A List of p53 downregulated G4-resolving eukaryotic helicases or FA pathway DNA repair molecules and their proposed biological functions during DNA replication. B A comparison of TP53 wt and p53-inactivated Ctrl or ATRX KO cells suggested the p53-dependent regulation of G4-resolving helicases and the FA pathway DNA repair molecule, FANCD2. Real-time RT-PCR analysis of RTEL1, BLM, WRN, RECQL4, FANCJ, and FANCD2 in the indicated samples. Relative expression normalized to GAPDH, mean ± SD (n = 3). C p53 inactivation leads to increased FANCD2 protein levels.

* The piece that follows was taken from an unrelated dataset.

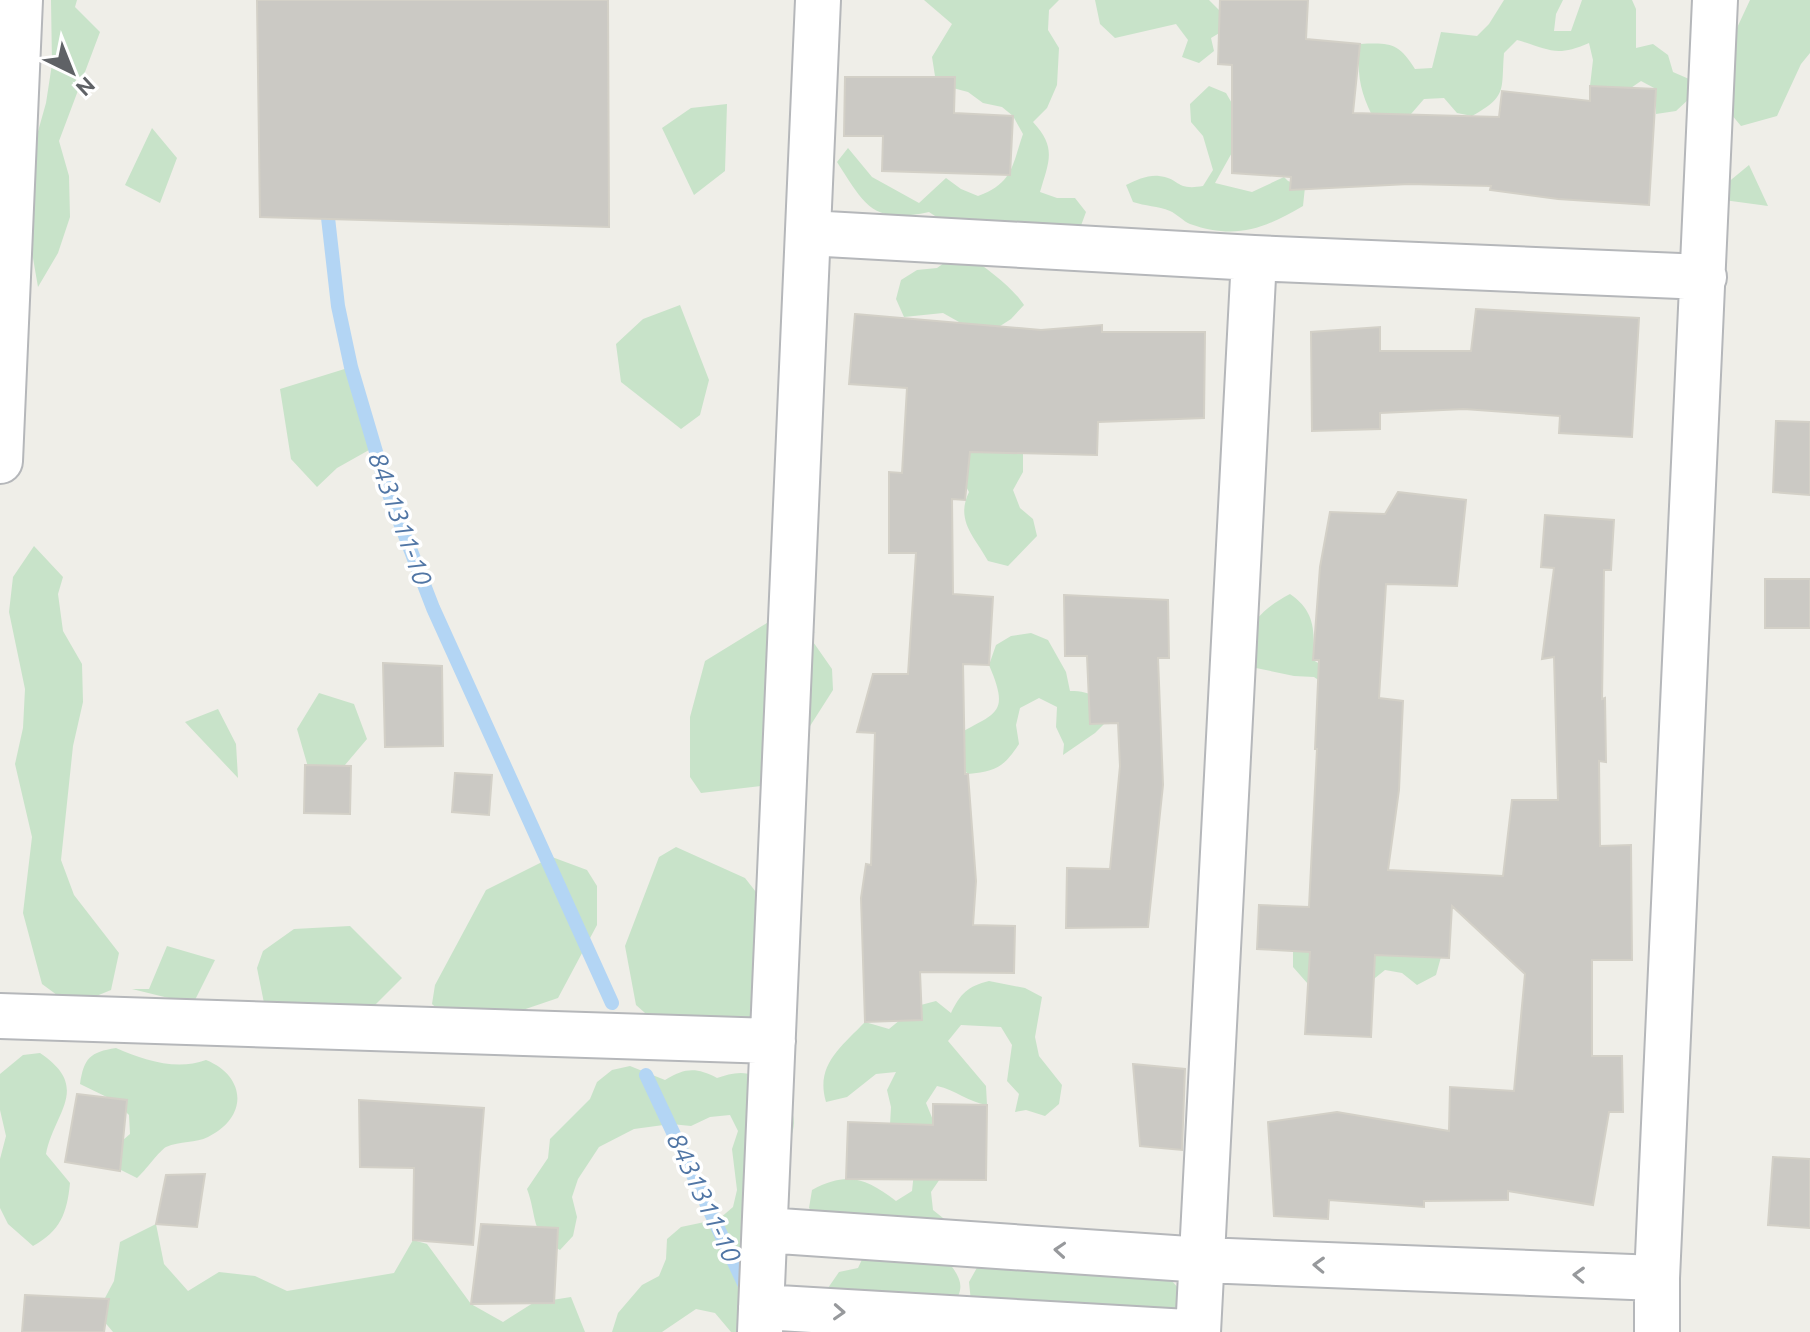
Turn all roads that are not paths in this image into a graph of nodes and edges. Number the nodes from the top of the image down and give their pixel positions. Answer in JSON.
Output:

Protein extracts, prepared from TP53 wt and p53-inactivated Ctrl or ATRX KO NGP cells, were immunoblotted with antibodies against FANCD2 and β-Tubulin. D Real-time RT-PCR analysis of G4-resolving helicase genes and FANCD2 in Ctrl and ATRX KO SK-N-AS cells. Relative expression normalized to GAPDH, mean ± SD (n = 3). E Western blot analysis of FANCD2 in Ctrl and ATRX KO SK-N-AS cells. β-Tubulin served as a loading control.